We had our Holiday Open House last night at the new house. Which...contrary to what you may believe...wasn't exactly "open". We kept the door closed most of the night except when people were going in and out because there was a chill in the air and you know what that means...Christmas is near.

...Or ... you's winter. I'm not exactly sure what a chill in the air is supposed to mean.

Anyway...GAWD!! I am sooooo exhausted.

We got up at 5:30 yesterday morning on a freakin' Saturday to clean house and begin cooking.

Keep in mind...the house was already "clean". We just needed to straighten up the kitchen, mop, clean Andrew's playroom, make beds, and generally straighten up the house.

For some ungodly reason, we "cleaned" from 5:30 a.m. until 6:15 p.m.

The party started at 6. Our first guests were our neighbors across the street ... I'll be damned if I know their names. Susie didn't know them either, which was obvious when it came time to introduce them to the second guest, one of Susie's co-workers.

"Betty, this is .... our neighbors. Neighbors ... this is Betty."

The neighbors said "Hi, how you doing?" and never introduced themselves by name.

For all intents and purposes...they may not have names.

Finally ... finally ... I use my patented method of finding out people's names without looking like a complete and utter dumbass while those people are sitting on my couch.

"Yo...what the fuck's your name again?" I asked, scrunching up my face in their general direction.

They told me and I'll be wasn't even close to what I thought it was. It was Sheila and Rob. I thought it was Elizabeth and Boss Hogg.

...I really...REALLY need to get my hearing checked.

After that, a cavalcade of people showed up. Some people from Susie's work, some people from my work, more neighbors, some friends, and people from the church.

We had prepared a bountiful feast for everyone. We had three huge trays of cookies...a crock pot full of sweet and sour meatballs, a crock pot full of those little sausages in barbecue sauce (which prompted one grown man to keep saying "I LOVE my weenies!" while he ate them. I think the man's mentally disturbed), Fritos and Tostitos, three different dips, Haystacks (some candy thing Susie made), six bags of assorted chocolate candy (Dove chocolates, anyone?) eggnog, Captain Morgan's spiced rum for the eggnog, punch, mixed nuts, M&Ms, and sausage balls.
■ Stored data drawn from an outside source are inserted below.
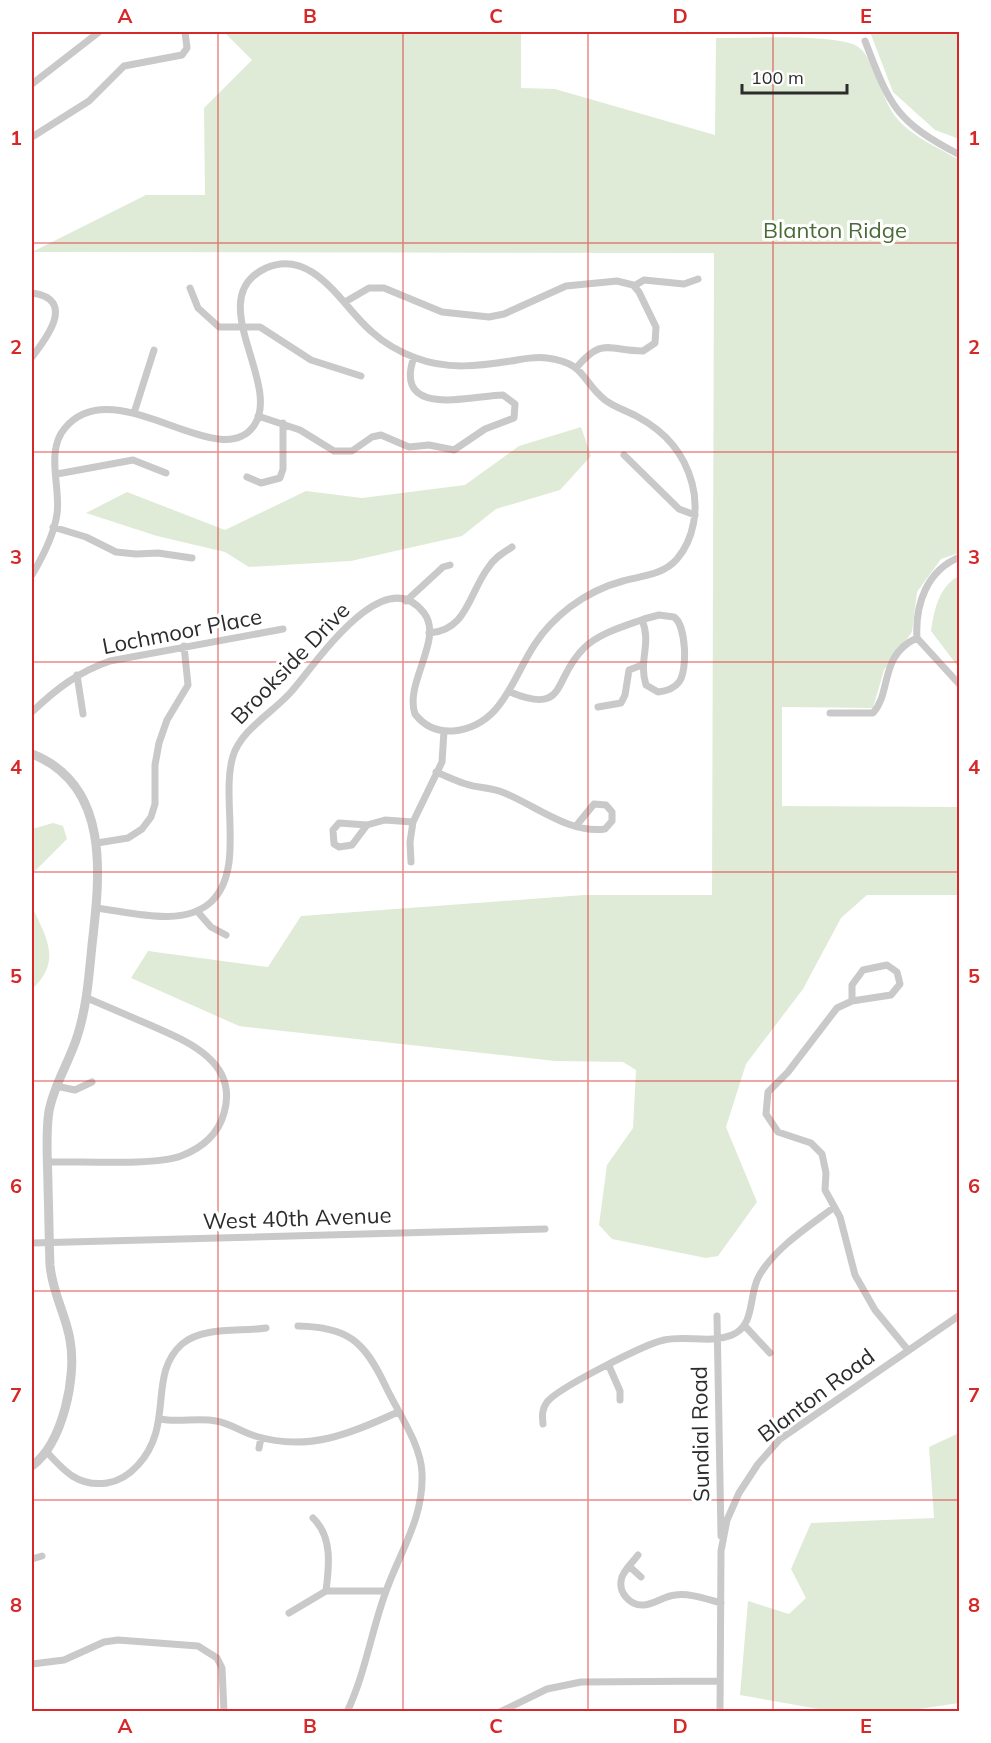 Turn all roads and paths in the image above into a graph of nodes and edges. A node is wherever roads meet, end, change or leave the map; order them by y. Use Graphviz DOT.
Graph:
graph roads {
  1 [pos="99,32"];
  2 [pos="185,32"];
  3 [pos="865,41"];
  4 [pos="32,84"];
  5 [pos="32,137"];
  6 [pos="960,155"];
  7 [pos="698,279"];
  8 [pos="634,286"];
  9 [pos="190,288"];
  10 [pos="32,293"];
  11 [pos="345,302"];
  12 [pos="243,327"];
  13 [pos="154,350"];
  14 [pos="32,357"];
  15 [pos="414,357"];
  16 [pos="576,368"];
  17 [pos="361,376"];
  18 [pos="134,412"];
  19 [pos="258,416"];
  20 [pos="283,423"];
  21 [pos="624,455"];
  22 [pos="166,473"];
  23 [pos="57,474"];
  24 [pos="247,477"];
  25 [pos="695,515"];
  26 [pos="53,527"];
  27 [pos="512,546"];
  28 [pos="960,557"];
  29 [pos="192,558"];
  30 [pos="450,565"];
  31 [pos="32,575"];
  32 [pos="406,601"];
  33 [pos="642,620"];
  34 [pos="284,629"];
  35 [pos="429,633"];
  36 [pos="917,638"];
  37 [pos="184,646"];
  38 [pos="642,665"];
  39 [pos="77,675"];
  40 [pos="960,685"];
  41 [pos="510,692"];
  42 [pos="598,707"];
  43 [pos="32,712"];
  44 [pos="830,713"];
  45 [pos="83,714"];
  46 [pos="444,731"];
  47 [pos="32,754"];
  48 [pos="436,772"];
  49 [pos="413,822"];
  50 [pos="367,825"];
  51 [pos="576,826"];
  52 [pos="97,843"];
  53 [pos="411,862"];
  54 [pos="96,908"];
  55 [pos="197,911"];
  56 [pos="226,935"];
  57 [pos="87,998"];
  58 [pos="852,1001"];
  59 [pos="92,1082"];
  60 [pos="56,1086"];
  61 [pos="48,1162"];
  62 [pos="833,1208"];
  63 [pos="545,1229"];
  64 [pos="50,1242"];
  65 [pos="32,1243"];
  66 [pos="960,1315"];
  67 [pos="717,1316"];
  68 [pos="744,1325"];
  69 [pos="298,1326"];
  70 [pos="266,1328"];
  71 [pos="717,1340"];
  72 [pos="908,1350"];
  73 [pos="770,1353"];
  74 [pos="609,1366"];
  75 [pos="620,1400"];
  76 [pos="398,1412"];
  77 [pos="160,1419"];
  78 [pos="543,1424"];
  79 [pos="261,1438"];
  80 [pos="259,1448"];
  81 [pos="46,1451"];
  82 [pos="32,1466"];
  83 [pos="313,1518"];
  84 [pos="722,1551"];
  85 [pos="638,1555"];
  86 [pos="42,1556"];
  87 [pos="32,1559"];
  88 [pos="629,1566"];
  89 [pos="641,1577"];
  90 [pos="326,1591"];
  91 [pos="386,1591"];
  92 [pos="721,1602"];
  93 [pos="289,1613"];
  94 [pos="32,1664"];
  95 [pos="720,1682"];
  96 [pos="224,1712"];
  97 [pos="347,1712"];
  98 [pos="500,1712"];
  99 [pos="720,1712"];
  1 -- 4 [label="street"];
  2 -- 5 [label="street"];
  3 -- 6 [label="street"];
  7 -- 8 [label="street"];
  8 -- 11 [label="street"];
  8 -- 16 [label="street"];
  9 -- 12 [label="street"];
  10 -- 14 [label="street"];
  11 -- 12 [label="street"];
  11 -- 15 [label="street"];
  12 -- 17 [label="street"];
  12 -- 19 [label="street"];
  13 -- 18 [label="street"];
  15 -- 16 [label="street"];
  15 -- 20 [label="street"];
  16 -- 25 [label="street"];
  18 -- 19 [label="street"];
  18 -- 23 [label="street"];
  19 -- 20 [label="street"];
  20 -- 24 [label="street"];
  21 -- 25 [label="street"];
  22 -- 23 [label="street"];
  23 -- 26 [label="street"];
  25 -- 41 [label="street"];
  26 -- 29 [label="street"];
  26 -- 31 [label="street"];
  27 -- 35 [label="street"];
  28 -- 36 [label="street"];
  30 -- 32 [label="street"];
  32 -- 35 [label="street"];
  32 -- 55 [label="street, Brookside Drive"];
  33 -- 38 [label="street"];
  33 -- 38 [label="street"];
  33 -- 41 [label="street"];
  34 -- 37 [label="street, Lochmoor Place"];
  35 -- 46 [label="street"];
  36 -- 40 [label="street"];
  36 -- 44 [label="street"];
  37 -- 39 [label="street, Lochmoor Place"];
  37 -- 52 [label="street"];
  38 -- 42 [label="street"];
  39 -- 43 [label="street, Lochmoor Place"];
  39 -- 45 [label="street"];
  41 -- 46 [label="street"];
  46 -- 48 [label="street"];
  47 -- 52 [label="street"];
  48 -- 49 [label="street"];
  48 -- 51 [label="street"];
  49 -- 50 [label="street"];
  49 -- 53 [label="street"];
  50 -- 50 [label="street"];
  51 -- 51 [label="street"];
  52 -- 54 [label="street"];
  54 -- 55 [label="street"];
  54 -- 57 [label="street"];
  55 -- 56 [label="street"];
  57 -- 60 [label="street"];
  57 -- 61 [label="street"];
  58 -- 58 [label="street"];
  58 -- 62 [label="street"];
  59 -- 60 [label="street"];
  60 -- 61 [label="street"];
  61 -- 64 [label="street"];
  62 -- 68 [label="street"];
  62 -- 72 [label="street"];
  63 -- 64 [label="street, West 40th Avenue"];
  64 -- 65 [label="street, West 40th Avenue"];
  64 -- 81 [label="street"];
  66 -- 72 [label="street, Blanton Road"];
  67 -- 71 [label="street, Sundial Road"];
  68 -- 71 [label="street"];
  68 -- 73 [label="street"];
  69 -- 76 [label="street"];
  70 -- 77 [label="street"];
  71 -- 74 [label="street"];
  71 -- 84 [label="street, Sundial Road"];
  72 -- 84 [label="street, Blanton Road"];
  74 -- 75 [label="street"];
  74 -- 78 [label="street"];
  76 -- 79 [label="street"];
  76 -- 91 [label="street"];
  77 -- 79 [label="street"];
  77 -- 81 [label="street"];
  79 -- 80 [label="street"];
  81 -- 82 [label="street"];
  83 -- 90 [label="street"];
  84 -- 92 [label="street, Blanton Road"];
  85 -- 88 [label="street"];
  86 -- 87 [label="street"];
  88 -- 89 [label="street"];
  88 -- 92 [label="street"];
  90 -- 91 [label="street"];
  90 -- 93 [label="street"];
  91 -- 97 [label="street"];
  92 -- 95 [label="street, Blanton Road"];
  94 -- 96 [label="street"];
  95 -- 98 [label="street"];
  95 -- 99 [label="street, Blanton Road"];
}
We probably had between 50-60 people show up.

...We STILL have enough food to feed Texas in our kitchen.

People were just TOO polite when it came to the food.
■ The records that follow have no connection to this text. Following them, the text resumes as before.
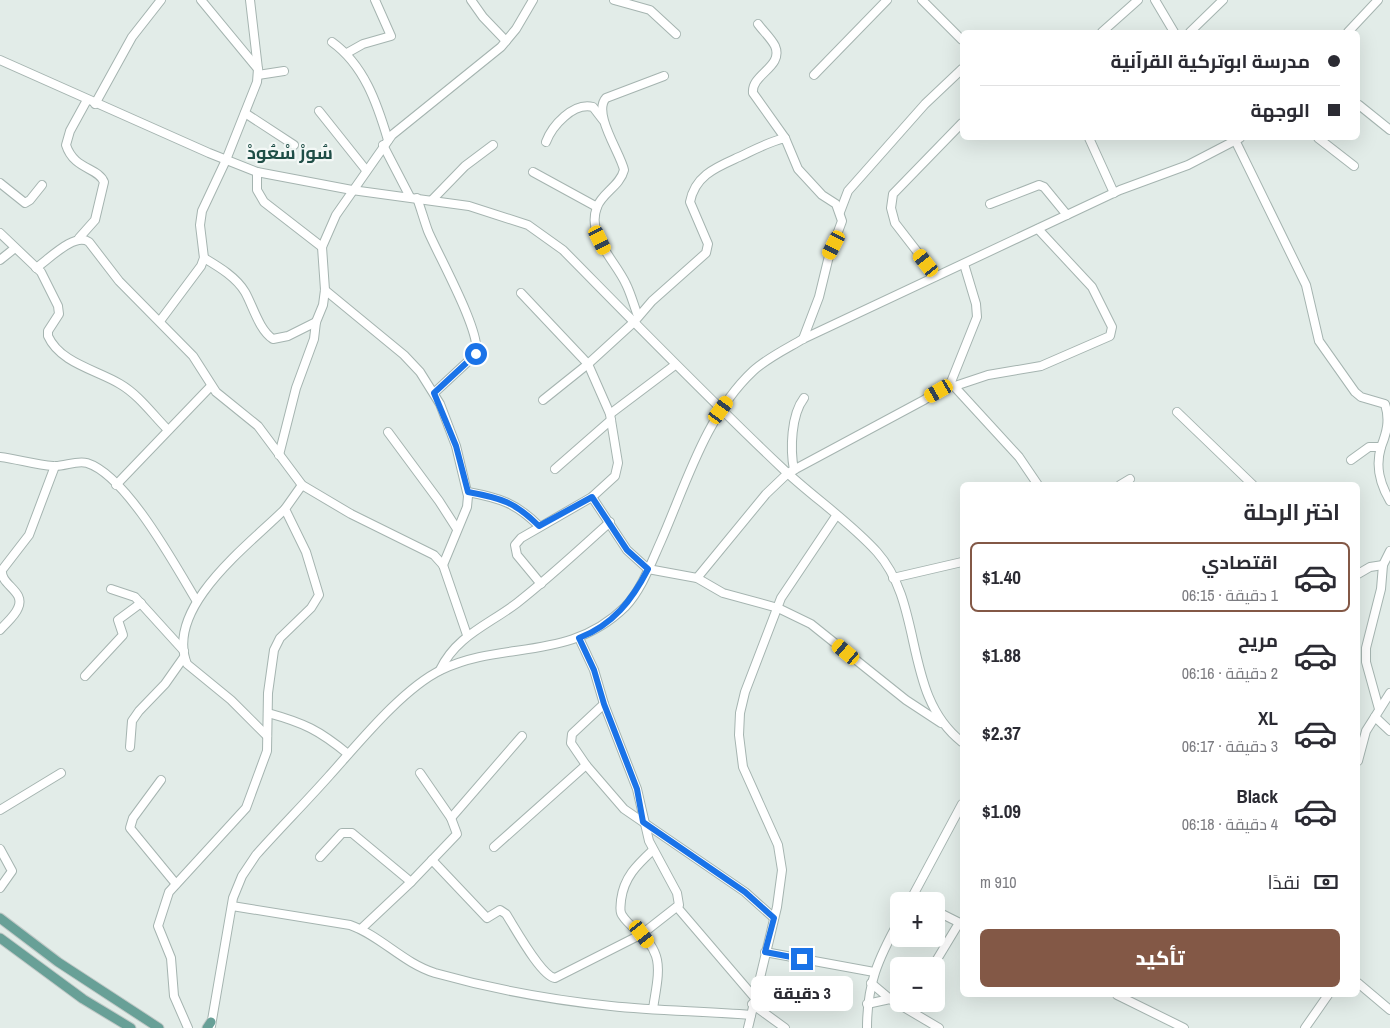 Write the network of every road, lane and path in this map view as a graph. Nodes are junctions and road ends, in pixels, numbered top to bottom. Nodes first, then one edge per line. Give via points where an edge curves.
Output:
1 (161, 0) edge
2 (201, 0) edge
3 (250, 0) edge
4 (375, 0) edge
5 (472, 0) edge
6 (533, 0) edge
7 (540, 0) edge
8 (614, 0) edge
9 (887, 0) edge
10 (922, 0) edge
11 (1138, 0) edge
12 (1155, 0) edge
13 (1223, 0) edge
14 (1378, 0) edge
15 (527, 11) junction
16 (758, 24) dead end
17 (1104, 30) edge
18 (1173, 30) edge
19 (1192, 30) edge
20 (1350, 30) edge
21 (676, 34) dead end
22 (960, 38) edge
23 (506, 41) junction
24 (332, 42) dead end
25 (347, 53) junction
26 (0, 60) edge
27 (284, 71) dead end
28 (960, 71) edge
29 (258, 72) junction
30 (814, 75) dead end
31 (664, 76) dead end
32 (86, 100) junction
33 (95, 104) junction
34 (1360, 106) edge
35 (318, 111) dead end
36 (245, 114) junction
37 (605, 121) junction
38 (960, 125) edge
39 (1390, 130) edge
40 (785, 138) junction
41 (1090, 140) edge
42 (1235, 140) edge
43 (1237, 140) edge
44 (1321, 140) edge
45 (546, 142) dead end
46 (385, 143) junction
47 (294, 145) dead end
48 (493, 145) dead end
49 (226, 160) junction
50 (1354, 166) dead end
51 (366, 170) junction
52 (258, 172) junction
53 (533, 172) dead end
54 (0, 183) edge
55 (42, 185) dead end
56 (352, 190) junction
57 (1114, 193) junction
58 (413, 197) junction
59 (432, 200) junction
60 (990, 204) dead end
61 (597, 207) junction
62 (840, 212) junction
63 (1067, 215) junction
64 (1038, 229) junction
65 (0, 233) edge
66 (79, 238) junction
67 (322, 247) junction
68 (15, 248) junction
69 (204, 258) junction
70 (0, 260) edge
71 (964, 264) junction
72 (36, 268) junction
73 (936, 276) junction
74 (325, 290) junction
75 (521, 293) dead end
76 (636, 319) junction
77 (160, 321) junction
78 (316, 322) junction
79 (803, 339) junction
80 (588, 364) junction
81 (675, 365) junction
82 (953, 384) junction
83 (211, 386) junction
84 (434, 393) junction
85 (804, 398) dead end
86 (543, 400) dead end
87 (721, 410) junction
88 (1177, 412) dead end
89 (611, 417) junction
90 (168, 430) junction
91 (388, 432) dead end
92 (1380, 447) junction
93 (279, 454) junction
94 (0, 457) edge
95 (1350, 460) dead end
96 (55, 466) junction
97 (555, 469) dead end
98 (791, 472) junction
99 (1130, 479) dead end
100 (1036, 482) edge
101 (1125, 482) edge
102 (1250, 482) edge
103 (116, 484) junction
104 (302, 485) junction
105 (468, 492) junction
106 (592, 497) junction
107 (1390, 501) edge
108 (286, 509) junction
109 (836, 516) junction
110 (610, 522) junction
111 (539, 526) junction
112 (457, 530) junction
113 (1390, 551) edge
114 (960, 562) edge
115 (443, 565) junction
116 (1383, 565) junction
117 (648, 569) junction
118 (1360, 573) edge
119 (696, 578) junction
120 (893, 578) junction
121 (541, 584) junction
122 (111, 590) dead end
123 (196, 600) junction
124 (141, 603) junction
125 (778, 608) junction
126 (0, 630) edge
127 (467, 635) junction
128 (579, 638) junction
129 (184, 654) junction
130 (440, 670) junction
131 (85, 676) dead end
132 (1390, 694) edge
133 (604, 704) junction
134 (268, 713) junction
135 (1377, 713) junction
136 (943, 724) junction
137 (1390, 731) edge
138 (267, 736) junction
139 (522, 736) dead end
140 (960, 740) edge
141 (1360, 741) edge
142 (130, 747) dead end
143 (348, 754) junction
144 (586, 765) junction
145 (61, 773) dead end
146 (420, 773) dead end
147 (161, 780) dead end
148 (960, 808) edge
149 (0, 810) edge
150 (451, 818) junction
151 (643, 822) junction
152 (494, 847) dead end
153 (0, 850) edge
154 (654, 850) junction
155 (320, 857) dead end
156 (432, 860) junction
157 (411, 882) junction
158 (176, 884) junction
159 (0, 888) edge
160 (917, 892) edge
161 (232, 906) junction
162 (677, 907) junction
163 (945, 915) edge
164 (0, 918) edge
165 (774, 918) junction
166 (960, 923) edge
167 (960, 925) edge
168 (360, 929) junction
169 (642, 934) junction
170 (0, 938) edge
171 (890, 939) edge
172 (765, 952) junction
173 (939, 957) edge
174 (874, 972) junction
175 (871, 983) junction
176 (1360, 985) edge
177 (1121, 997) edge
178 (1327, 997) edge
179 (890, 999) joint
180 (753, 1001) junction
181 (867, 1004) junction
182 (652, 1009) junction
183 (1390, 1010) edge
184 (916, 1012) edge
185 (751, 1015) junction
186 (209, 1026) edge
187 (131, 1028) edge
188 (159, 1028) edge
189 (188, 1028) edge
190 (748, 1028) edge
191 (785, 1028) edge
192 (867, 1028) edge
193 (939, 1028) edge
194 (1184, 1028) edge
195 (1305, 1028) edge

1 - 33 street via 132,37
2 - 29 street
3 - 29 street
4 - 25 street via 391,36 363,44
5 - 23 street
6 - 15 street
7 - 15 street
8 - 21 street via 650,10
9 - 30 street
10 - 22 street
11 - 17 street
12 - 18 street
13 - 19 street
14 - 20 street
15 - 23 street
16 - 40 street via 775,47 776,57 755,80 753,93
23 - 46 street
24 - 25 street
25 - 46 street via 376,102
26 - 32 street
27 - 29 street
28 - 62 street via 925,104 848,191
29 - 36 street
31 - 37 street via 606,98 602,107
32 - 33 street
32 - 66 street via 66,145 75,161 101,176 104,182 95,220
33 - 49 street
34 - 39 street
35 - 51 street
36 - 47 street
36 - 49 street
37 - 45 street via 593,107 583,106 555,124
37 - 61 street via 624,170
38 - 73 street via 893,194 891,208 895,224
40 - 62 street via 798,169 822,195 836,204
40 - 76 street via 717,166 706,174 690,202 708,248 698,262
41 - 57 street
42 - 57 street via 1188,165
43 - 92 street via 1306,285 1319,341 1355,392 1385,404 1390,413 1389,427
44 - 50 street
46 - 51 street
46 - 58 street
48 - 59 street via 465,166
49 - 52 street
49 - 69 street via 200,219
51 - 56 street
52 - 56 street
52 - 67 street via 257,190 264,202
53 - 61 street
54 - 55 street via 25,203
56 - 58 street
56 - 67 street via 336,215
57 - 63 street
58 - 59 street
58 - 84 street via 477,342 476,354
59 - 76 street via 469,206 528,225 563,250
60 - 63 street via 1039,185
61 - 76 street via 596,230 625,282
62 - 79 street via 842,221
63 - 64 street
64 - 71 street
64 - 82 street via 1092,287 1112,327 1110,336 1041,366
65 - 68 street
66 - 72 street
66 - 77 street via 89,242 119,281
67 - 74 street
68 - 70 street
68 - 72 street
69 - 77 street
69 - 78 street via 230,275 244,291 273,339 288,336
71 - 73 street
71 - 82 street via 977,317
72 - 90 street via 60,310 48,331 49,340 70,359 122,385
73 - 79 street
74 - 78 street
74 - 84 street via 404,356
75 - 80 street
76 - 80 street
76 - 81 street
77 - 83 street via 193,356
78 - 93 street via 314,339 296,388
79 - 87 street via 754,370
80 - 86 street
80 - 89 street
81 - 87 street
81 - 89 street
82 - 98 street
82 - 100 street via 1019,457
83 - 90 street
83 - 93 street via 258,426
84 - 105 street via 456,446
85 - 98 street via 796,411
87 - 98 street
87 - 117 street
88 - 102 street
89 - 97 street
89 - 106 street via 617,470 615,476
90 - 103 street
91 - 112 street via 439,500
92 - 95 street via 1369,447
92 - 107 street via 1378,474
93 - 104 street
94 - 96 street
96 - 103 street via 86,463
96 - 126 street via 29,535 2,570 20,604
98 - 109 street
98 - 119 street via 766,494
99 - 101 street
103 - 123 street via 140,513
104 - 108 street
104 - 115 street via 351,514 434,555
105 - 111 street via 516,505
105 - 112 street via 467,507
106 - 110 street
106 - 111 street
108 - 123 street via 217,575
108 - 134 street via 306,552 319,595 311,608 285,632 274,650
109 - 120 street via 878,553
109 - 125 street via 785,591
110 - 117 street via 627,550
110 - 121 street
111 - 121 street via 521,538 515,550
112 - 115 street
113 - 116 street
114 - 120 street
115 - 127 street
116 - 118 street
116 - 135 street via 1381,589 1366,648
117 - 119 street
117 - 128 street via 628,604 600,628
119 - 125 street via 723,592
120 - 136 street via 924,686
121 - 127 street via 515,605
122 - 124 street via 127,592
123 - 129 street via 190,612
124 - 129 street
124 - 131 street via 118,620 123,636
125 - 136 street via 811,624 906,700
125 - 165 street via 745,692 739,724 743,767 781,856 780,888
127 - 130 street via 455,646
128 - 130 street
128 - 133 street via 594,670
129 - 138 street via 187,664 231,700
129 - 142 street via 132,722
130 - 143 street via 401,700
132 - 135 street
133 - 144 street via 572,734 571,743
133 - 151 street via 637,789
134 - 138 street
134 - 143 street via 303,723 328,737
135 - 137 street
135 - 141 street
136 - 140 street
138 - 158 street via 264,762 246,808
139 - 150 street
143 - 161 street via 247,867
144 - 151 street via 624,808
144 - 152 street
145 - 149 street
146 - 150 street
147 - 158 street via 133,818 130,828
148 - 160 street
150 - 156 street via 457,834
151 - 154 street
151 - 165 street via 745,892
153 - 159 street via 12,871
154 - 162 street via 677,894
154 - 169 street via 631,871 622,891 622,915
155 - 157 street via 342,833 352,833
156 - 157 street
156 - 169 street via 487,918 500,910 506,914 549,977 563,976
157 - 168 street
158 - 189 street via 165,901 158,926 171,958 174,996
161 - 168 street via 330,921
161 - 186 street
162 - 169 street
162 - 180 street
163 - 166 street
164 - 188 main road via 58,962
165 - 172 street
167 - 173 street
168 - 182 street via 412,964 435,972 523,993
169 - 182 street via 657,958
170 - 187 main road via 83,999
171 - 174 street
172 - 174 street
172 - 180 street
174 - 175 street
175 - 179 street
175 - 181 street
176 - 183 street
177 - 194 street
178 - 195 street
179 - 181 street
180 - 185 street
180 - 191 street
181 - 192 street
182 - 185 street
184 - 193 street
185 - 190 street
By the end of the night, I was BEGGING people to drink the eggnog. I had bought four gallons of the thick, phlegm-like drink.

I still have three gallons left.

And I probably drank a half gallon myself.

The kids in attendance weren't shy. One little boy ate about half a crockpot of weenies himself.

I think that the reason I had so much to offer is simple.

The threat of Pervy's family coming over.

Susie admitted to me yesterday morning that she had invited them but "didn't know" if they were coming.


Did you mention there would be free food here?

...Then they'll be here at 5:59 p.m.

Amazingly, they never showed. Maybe they caught Pervy wacking off into his mom's panties and they decided to call a family prayer session in hopes of driving the demons out of the little androgynous fucker.

Who knows?

All I know is...I planned the food supply around THEIR appearance, knowing that they have never been taught the skills of social acceptance when eating in someone else's home.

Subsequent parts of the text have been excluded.